L' album si apre con la title-track "Aealo", il coro funebre Pliades (le cui performance sono sparse qua e la per tutto l' album) inizia, subito dopo: L' Inferno. Fiato alle chitarre, che non smettono un attimo di correre e la batteria che come un machete, cade senza pietà su ogni cosa gli si pari davanti.
Cornamuse da battaglia echeggiano nelle profonde e "teatrali" cavalcate di "Eon Aenaos" e nella frenetica "Dub-Sag-Ta-ke" che ci catapulta direttamente nel vivo della battaglia in atto. Dopo la strumentale "Nekron Iahes", c'è un punto di svolta nelle atmosfere dell' album, "Pir Threnontai" è l inizio di quella che sembra un' analisi introspettiva del guerriero di cui sono narrate le gesta in questo lavoro, che sembra sfociare nella pazzia con quella che è la traccia più violenta dell' album (strumentalmente parlando) "Santa Muerte". Chiude l' eccellente cover di Diamanda Galas (special guest di questo lavoro) : "Ordes From The Dead".
I Rotting Christ sono riusciti a ridare voce ad un genere che francamente ritenevo morto da tempo.
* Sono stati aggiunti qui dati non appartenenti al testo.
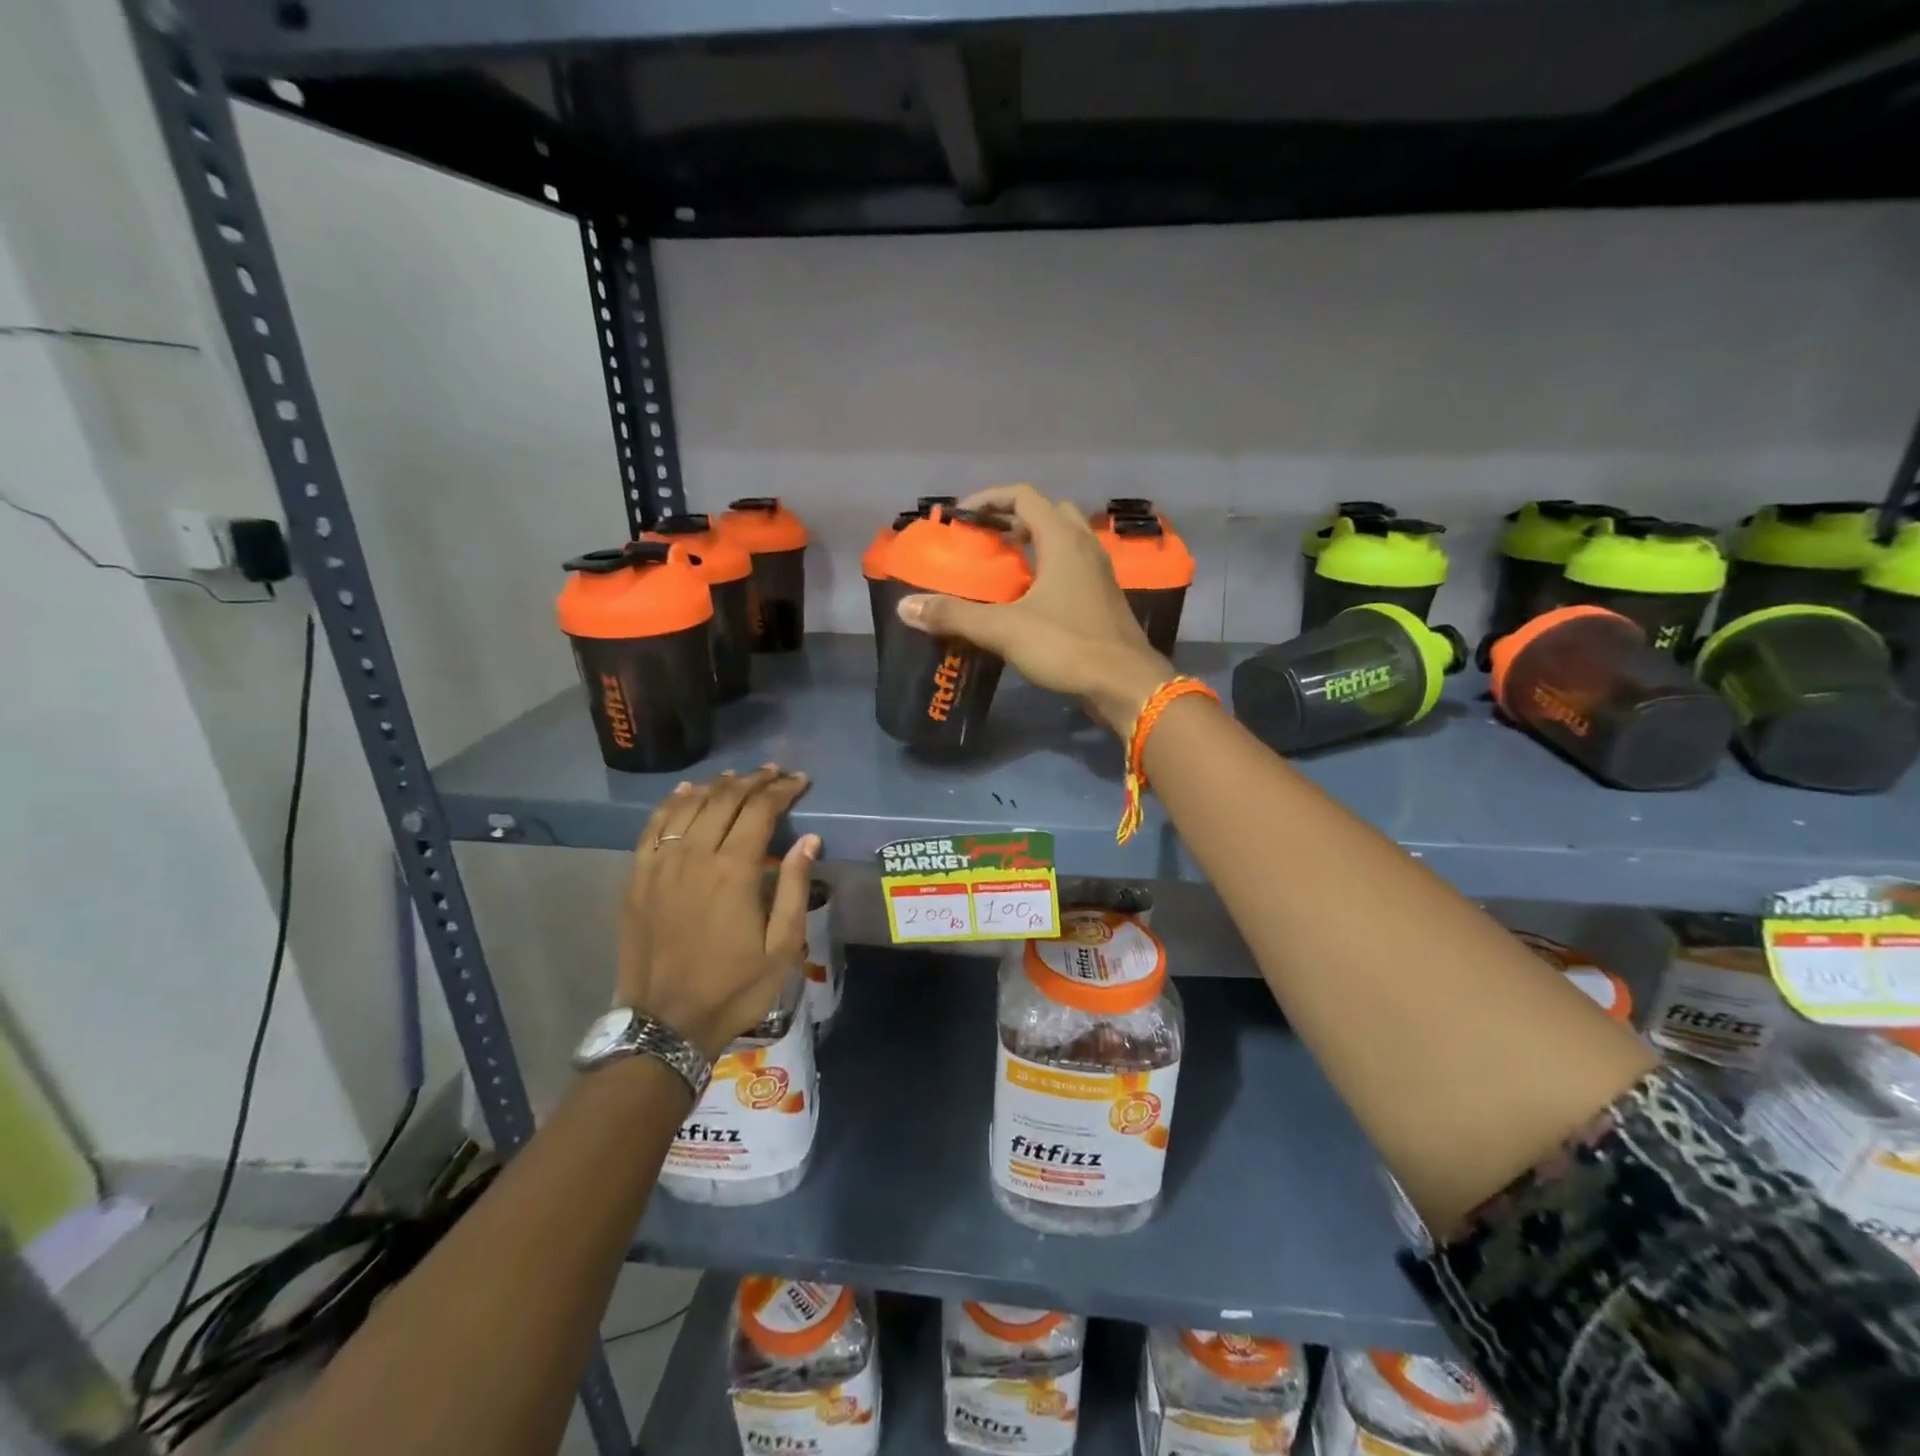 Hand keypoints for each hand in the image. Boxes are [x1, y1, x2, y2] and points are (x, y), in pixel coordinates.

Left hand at [617, 766, 819, 1060]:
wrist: (664, 1025)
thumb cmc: (733, 988)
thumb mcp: (782, 948)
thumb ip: (793, 888)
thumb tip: (809, 840)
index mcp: (733, 871)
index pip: (760, 811)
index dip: (782, 790)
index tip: (800, 781)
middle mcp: (694, 856)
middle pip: (725, 800)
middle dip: (754, 781)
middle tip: (775, 774)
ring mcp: (660, 865)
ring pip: (689, 806)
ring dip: (717, 786)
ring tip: (738, 778)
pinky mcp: (637, 878)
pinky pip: (654, 826)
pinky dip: (673, 803)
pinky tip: (687, 792)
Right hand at [896, 484, 1173, 733]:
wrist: (1126, 684)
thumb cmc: (1067, 646)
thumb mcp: (1004, 629)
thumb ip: (955, 615)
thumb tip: (906, 607)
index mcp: (1062, 540)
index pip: (1024, 496)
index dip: (990, 499)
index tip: (963, 516)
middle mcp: (1085, 547)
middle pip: (1048, 513)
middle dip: (1013, 520)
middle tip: (985, 541)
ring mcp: (1099, 573)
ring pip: (1064, 541)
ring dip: (1034, 545)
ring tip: (1003, 568)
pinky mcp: (1104, 599)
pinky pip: (1073, 568)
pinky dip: (1049, 569)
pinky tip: (1030, 599) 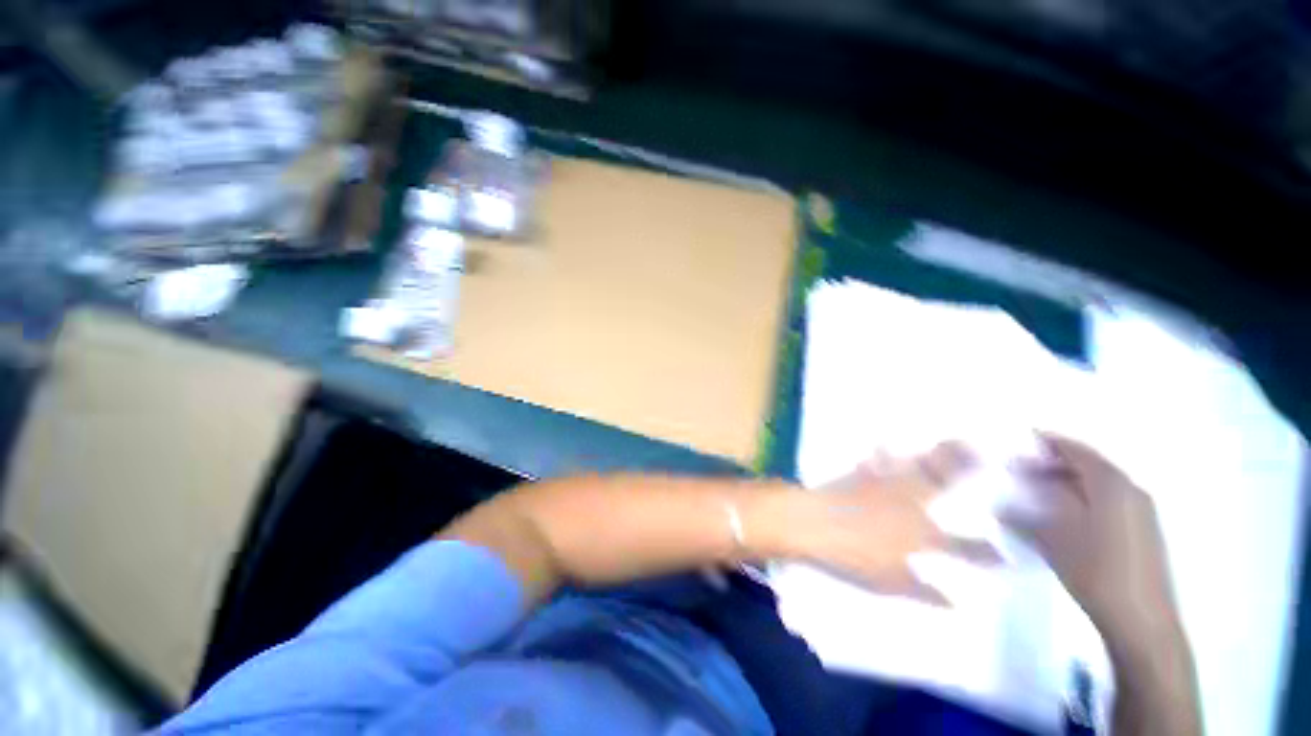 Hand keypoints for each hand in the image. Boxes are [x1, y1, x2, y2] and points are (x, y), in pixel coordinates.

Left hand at [788, 443, 1000, 605]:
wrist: (812, 522)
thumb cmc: (851, 556)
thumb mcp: (889, 582)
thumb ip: (923, 591)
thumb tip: (954, 603)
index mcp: (922, 534)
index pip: (966, 546)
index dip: (988, 551)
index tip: (1008, 553)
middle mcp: (911, 503)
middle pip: (946, 485)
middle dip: (971, 471)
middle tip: (991, 454)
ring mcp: (886, 483)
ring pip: (920, 465)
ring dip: (939, 453)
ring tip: (958, 438)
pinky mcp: (862, 472)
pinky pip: (879, 458)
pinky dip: (886, 450)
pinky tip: (889, 439)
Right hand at [1005, 433, 1183, 646]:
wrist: (1140, 621)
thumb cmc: (1095, 570)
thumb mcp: (1054, 534)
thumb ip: (1029, 504)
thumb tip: (1008, 484)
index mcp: (1112, 483)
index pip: (1074, 449)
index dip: (1045, 441)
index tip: (1016, 439)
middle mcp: (1130, 489)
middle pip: (1086, 465)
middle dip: (1050, 464)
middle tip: (1017, 470)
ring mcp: (1140, 512)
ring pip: (1095, 485)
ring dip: (1064, 483)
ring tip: (1032, 493)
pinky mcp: (1141, 532)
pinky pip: (1105, 502)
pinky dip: (1079, 499)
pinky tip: (1059, 516) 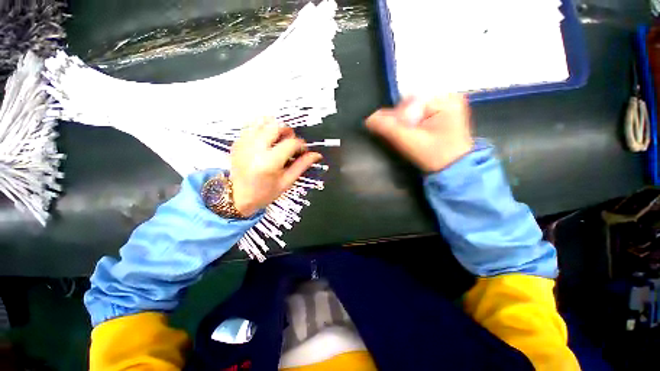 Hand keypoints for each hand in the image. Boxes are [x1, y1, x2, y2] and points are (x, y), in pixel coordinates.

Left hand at [230, 119, 321, 216]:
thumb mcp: (286, 182)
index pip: (291, 143)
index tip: (303, 151)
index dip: (301, 145)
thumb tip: (316, 155)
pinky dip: (262, 128)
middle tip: (290, 143)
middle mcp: (255, 149)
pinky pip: (251, 125)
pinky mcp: (237, 142)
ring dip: (275, 127)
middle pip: (276, 126)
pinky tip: (266, 139)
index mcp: (269, 162)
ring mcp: (244, 143)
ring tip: (278, 139)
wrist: (237, 197)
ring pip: (263, 121)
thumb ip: (301, 166)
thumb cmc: (265, 193)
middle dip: (288, 132)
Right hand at [366, 94, 473, 172]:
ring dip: (406, 121)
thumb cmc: (434, 156)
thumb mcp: (409, 142)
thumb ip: (388, 128)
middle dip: (401, 119)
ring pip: (416, 108)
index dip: (396, 117)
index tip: (392, 132)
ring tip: (405, 135)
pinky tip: (412, 132)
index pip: (409, 101)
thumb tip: (368, 119)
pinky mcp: (445, 113)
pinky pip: (422, 113)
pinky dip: (413, 122)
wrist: (454, 169)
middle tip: (399, 135)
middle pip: (413, 103)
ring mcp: (448, 105)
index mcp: (444, 100)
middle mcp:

A dispetto delle recenti produzioni dell' Olimpo nordico, pardon, dell' Asgaard del Black metal (che ha cessato di esistere con la tragica morte del compianto J. Nödtveidt) , i R.C. fanno molto meglio e confezionano un lavoro che supera di un gradino il predecessore Theogonia. Un delicato mix di folklore e violenza, che rendono Aealo davvero speciale.